Assorbita la fascinazione per la dimensione eighties, Stranger Things dimostra di poter competere con le migliori serie del momento. Come? Nonostante le premesse fantastiche, la paura e il coinvolgimento sono reali e la sospensione della realtà da parte dello spettatore diventa un processo così naturale da sembrare normale. I personaggi, coadiuvati dall’impressionante bravura interpretativa di tutto il cast attoriale, sono credibili, umani, veri. Le loro storie, che spaziano dalla tragica perdita di un figlio al quotidiano bullismo a scuola, sono le nostre storie e sono trattate con un’empatia tale da immergerci nella vicenda a partire da un punto di vista emozionale.

Di solito, per questo genere di prodotti, il timore più grande rimane il finale ma (fatta eccezione per un’apertura necessaria a un’eventuale seconda stagione) anche in questo caso ci troviamo di fronte a una coerenza del percorso narratologico, nonché di crescita dei personaggi, che di per sé rappresenta un valore aggiunto. Il fatto che Stranger Things abbia entusiasmato anche chi non è avvezzo all’immaginario degli anni Ottanta (generazioni antecedenti o addirittura più giovani) conferma la qualità assoluta della serie.

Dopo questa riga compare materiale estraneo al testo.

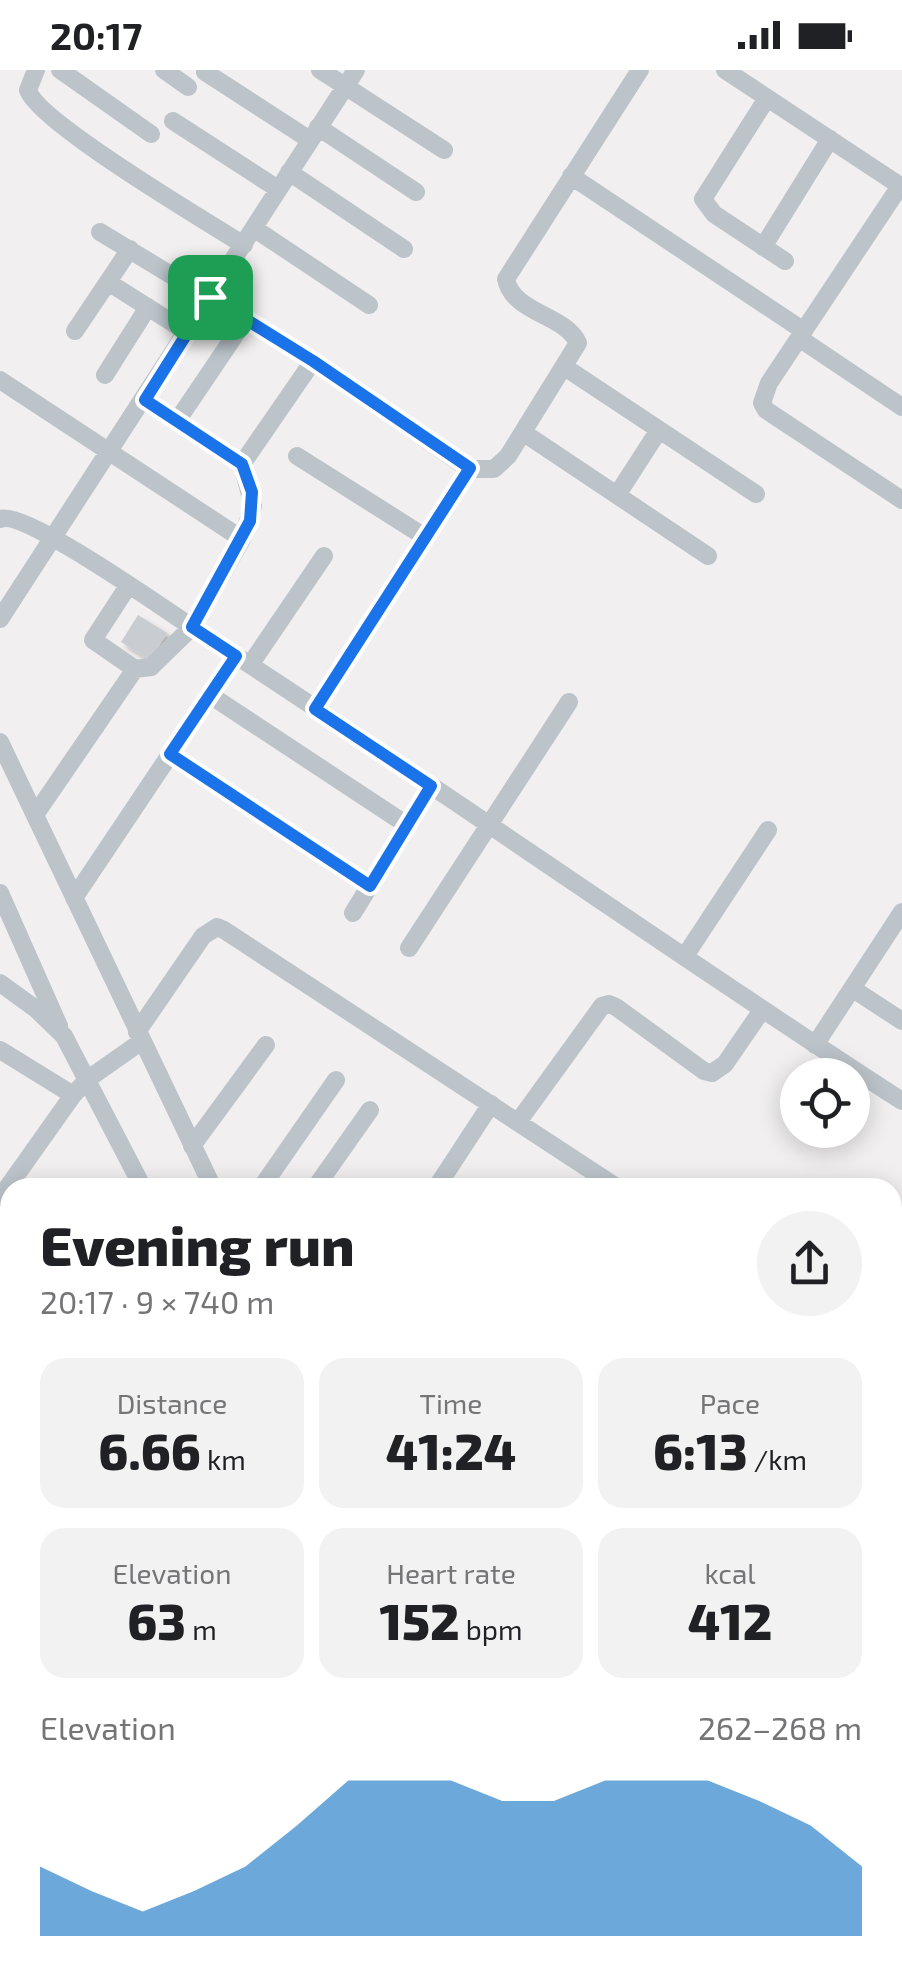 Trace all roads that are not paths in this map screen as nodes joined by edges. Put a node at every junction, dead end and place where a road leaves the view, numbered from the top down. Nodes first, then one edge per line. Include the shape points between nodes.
1 (36, 70) edge
2 (60, 70) edge
3 (164, 70) edge
4 (320, 70) edge
5 (640, 70) edge
6 (726, 70) edge
7 (205, 72) dead end
8 (351, 78) edge
9 (188, 87) dead end
10 (767, 98) junction
11 (173, 121) dead end
12 (314, 133) junction
13 (151, 134) dead end
14 (830, 139) junction
15 (444, 150) dead end
16 (289, 172) junction
17 (571, 176) junction
18 (901, 187) edge
19 (278, 189) junction
20 (416, 192) dead end
21 (255, 228) junction
22 (100, 232) dead end
23 (244, 245) junction
24 (764, 247) junction
25 (130, 249) junction
26 (404, 249) dead end
27 (785, 262) dead end
28 (108, 282) junction
29 (210, 297) junction
30 (369, 304) dead end
31 (148, 307) junction
32 (246, 319) junction
33 (75, 331) dead end
34 (187, 332) junction
35 (802, 334) junction
36 (313, 361) junction
37 (566, 368) junction
38 (105, 375) dead end
39 (0, 380) edge
40 (145, 400) junction
41 (902, 407) edge
42 (177, 421) junction
43 (659, 430) junction
44 (524, 432) junction
45 (110, 452) junction
46 (298, 456) dead end
47 (242, 464) junction
48 (470, 468) junction
49 (756, 494) dead end
50 (618, 495) junction
51 (902, 500) edge
52 (0, 519) edge
53 (425, 537) junction
54 (54, 538) junction
55 (242, 538) junction
56 (324, 556) dead end
57 (708, 556) dead end
58 (128, 586) junction
59 (0, 619) edge
60 (192, 627) junction
61 (243, 660) junction
62 (135, 668) junction
63 (210, 695) junction
64 (569, 702) dead end
65 (315, 709) junction
66 (0, 742) edge
67 (170, 754) junction
68 (431, 786) junction
69 (35, 815) junction
70 (487, 824) junction
71 (407, 825) junction
72 (768, 830) dead end
73 (370, 886) junction
74 (0, 893) edge
75 (74, 898) junction
76 (353, 912) dead end
77 (902, 912) edge
78 (894, 941) edge
79 (410, 948) dead end
80 (685, 956) junction
81 (0, 983) edge
82 (853, 988) junction
83 (762, 1010) junction
84 (902, 1021) edge
85 (64, 1036) junction
86 (140, 1036) junction
87 (815, 1045) junction
88 (266, 1046) dead end
89 (0, 1050) edge
90 (88, 1079) junction
91 (336, 1080) dead end
92 (73, 1095) junction
93 (902, 1101) edge
94 (491, 1104) junction
95 (370, 1110) dead end
96 (518, 1122) junction
97 (192, 1146) junction
98 (14, 1178) edge
99 (132, 1178) edge
100 (208, 1178) edge
101 (267, 1178) edge
102 (322, 1178) edge
103 (443, 1178) edge
104 (603, 1178) edge

1 - 23 street via 28,90 40,110
2 - 13 street
3 - 9 street
4 - 8 street
5 - 17 street
6 - 10 street
7 - 12 street
8 - 12 street
8 - 15 street
10 - 14 street
10 - 24 street via 703,199
11 - 19 street
12 - 16 street
12 - 20 street
14 - 18 street
14 - 24 street
16 - 19 street
16 - 26 street
17 - 35 street
17 - 37 street via 506,280 515,297 576,338
18 - 35 street
19 - 21 street
21 - 23 street
21 - 30 street
22 - 25 street
23 - 29 street
24 - 27 street
25 - 28 street
25 - 29 street
28 - 31 street
28 - 33 street
29 - 32 street
29 - 34 street
31 - 34 street
31 - 38 street
32 - 36 street
32 - 42 street
34 - 40 street
35 - 41 street
35 - 51 street via 764,393 766,410
36 - 47 street
36 - 48 street
37 - 43 street
37 - 44 street
39 - 45 street
40 - 42 street
40 - 45 street
42 - 47 street
43 - 49 street
43 - 50 street
44 - 48 street via 501,465
44 - 50 street
45 - 54 street
45 - 55 street
46 - 53 street
47 - 55 street via 253,506
48 - 53 street
50 - 57 street
52 - 54 street via 8,516
53 - 65 street
54 - 58 street
54 - 59 street
55 - 60 street
56 - 61 street
58 - 60 street
58 - 62 street via 92,640
60 - 61 street
60 - 62 street via 150,667
61 - 63 street
61 - 65 street
62 - 69 street
63 - 67 street
63 - 71 street
64 - 70 street
65 - 68 street
66 - 69 street
67 - 73 street
67 - 75 street
68 - 70 street
68 - 71 street
69 - 75 street
70 - 79 street
70 - 80 street
71 - 73 street
72 - 80 street
73 - 76 street
74 - 85 street
75 - 86 street
77 - 78 street
78 - 82 street
80 - 83 street
81 - 85 street
82 - 84 street
82 - 87 street
83 - 87 street
83 - 96 street via 712,1073 616,1007 602,1006
85 - 90 street
86 - 90 street
86 - 94 street via 203,936 216,928
86 - 97 street
87 - 93 street
88 - 97 street
89 - 92 street
90 - 92 street
90 - 99 street
91 - 101 street
92 - 98 street
94 - 96 street
94 - 103 street
95 - 102 street
96 - 104 street
97 - 100 street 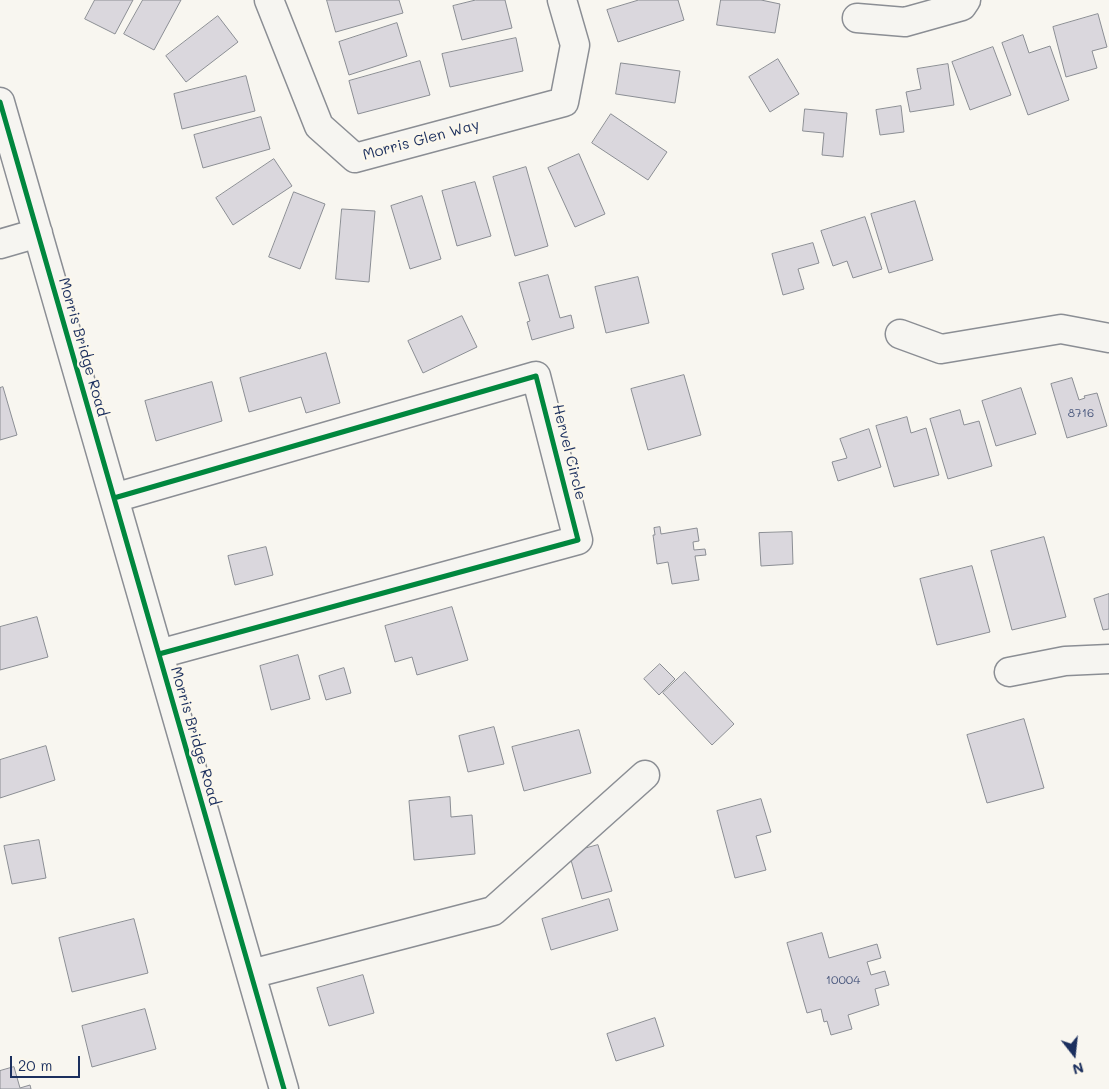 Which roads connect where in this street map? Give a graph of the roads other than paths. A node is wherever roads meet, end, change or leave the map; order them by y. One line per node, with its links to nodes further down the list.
1 (269, 0): 2 (street, Morris Glen Way)
2 (562, 0)
3 (966, 0): 4 (street)
4 (857, 18)
5 (0, 102): 6 (street, Morris Bridge Road)
6 (38, 233): 7 (street); 10 (street, Morris Bridge Road)
7 (0, 244)
8 (900, 334): 9 (street)
9 (1109, 338)
10 (114, 498): 11 (street, Morris Bridge Road); 11 (street, Hervel Circle)
11 (159, 654): 15 (street, Morris Bridge Road)
12 (1109, 659): 13 (street)
13 (1009, 672)
14 (645, 776): 15 (street)
15 (251, 974): 16 (street, Morris Bridge Road)
16 (284, 1089) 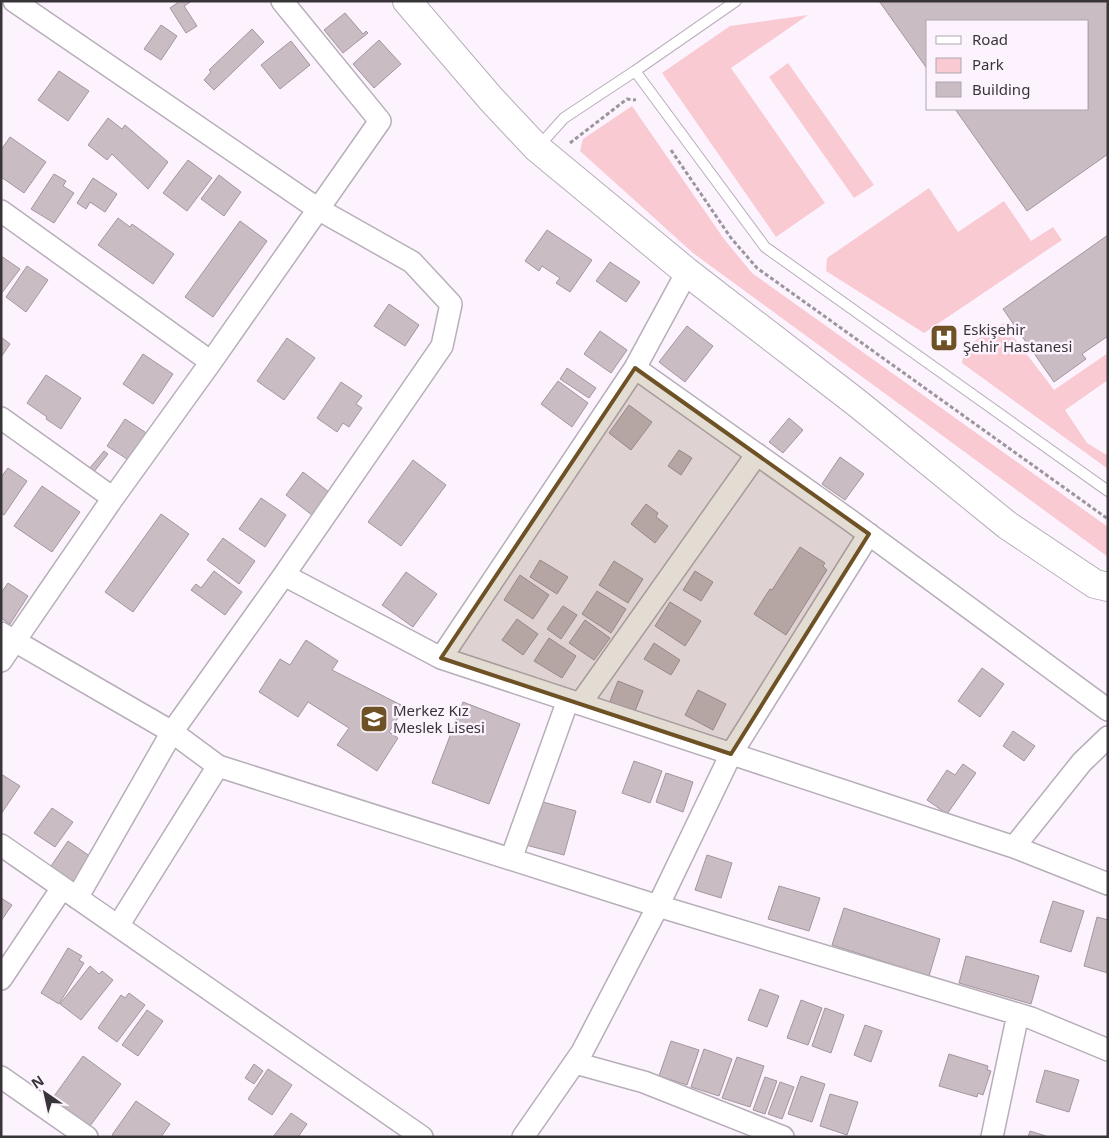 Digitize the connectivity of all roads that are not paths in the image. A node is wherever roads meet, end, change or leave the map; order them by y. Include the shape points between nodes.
1 (14, 1) edge
2 (282, 1) edge
3 (408, 1) edge
4 (736, 1) edge
5 (635, 71) junction
6 (537, 148) junction
7 (318, 209) junction
8 (1, 211) edge
9 (687, 272) junction
10 (211, 362) junction
11 (635, 368) junction
12 (1, 418) edge
13 (757, 454) junction
14 (1108, 490) edge
15 (113, 498) junction
16 (869, 534) junction
17 (284, 575) junction
18 (1108, 587) edge
19 (7, 637) edge
20 (441, 658) junction
21 (1, 661) edge
22 (574, 702) junction
23 (1108, 710) edge
24 (172, 732) junction
25 (1108, 737) edge
26 (731, 754) junction
27 (218, 766) junction
28 (1, 845) edge
29 (1014, 847) junction
30 (511, 860) junction
31 (1108, 884) edge
32 (70, 893) junction
33 (658, 906) junction
34 (118, 926) junction
35 (1, 979) edge
36 (1018, 1014) junction
37 (1108, 1050) edge
38 (574, 1063) junction
39 (3, 1081) edge
40 (87, 1137) edge
41 (422, 1137) edge
42 (523, 1137) edge
43 (783, 1137) edge
44 (992, 1137) edge

1 - 7 street
2 - 7 street via 380,121
3 - 6 street
4 - 5 lane
5 - 6 lane via 564,118
5 - 14 lane via 765,247
6 - 9 street
7 - 10 street
7 - 17 street via 412,262 451,304 442,346
8 - 10 street
9 - 11 street
9 - 18 street via 857,403 1007,525 1095,584
10 - 15 street
11 - 13 street
11 - 20 street
12 - 15 street
13 - 16 street
13 - 22 street
15 - 19 street
16 - 23 street
16 - 26 street
17 - 20 street
17 - 24 street
19 - 21 street
19 - 24 street
20 - 22 street
22 - 26 street
22 - 30 street
24 - 27 street
24 - 32 street
25 - 29 street via 1082,762
26 - 29 street
26 - 33 street
27 - 30 street
27 - 34 street
28 - 32 street
29 - 31 street
30 - 33 street
32 - 34 street
32 - 35 street
33 - 36 street
33 - 38 street
34 - 41 street
36 - 37 street
36 - 44 street
38 - 42 street
38 - 43 street via 644,1082
39 - 40 street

Per quanto mi riguarda, credo che se quando finisci di vedere una serie, di leggere un libro o un fumetto e provi nostalgia nel dover abbandonare i personaggi che ti hanno accompagnato in quest’avventura allora il medium ha raggiunto il suo scopo. La narrazione in tutte le sue forme dovrebbe puntare proprio a questo: sospendere per un attimo la grigia e triste realtà per immergerci in una dimensione inesistente, fantastica, irreale eppure concreta, almeno nel nostro cuore. Piangiamo con i personaggi, ridiamo con loro, ci spaventiamo assieme. Stranger Things è una serie che è riuscita soprattutto in questo. E non è cosa da poco.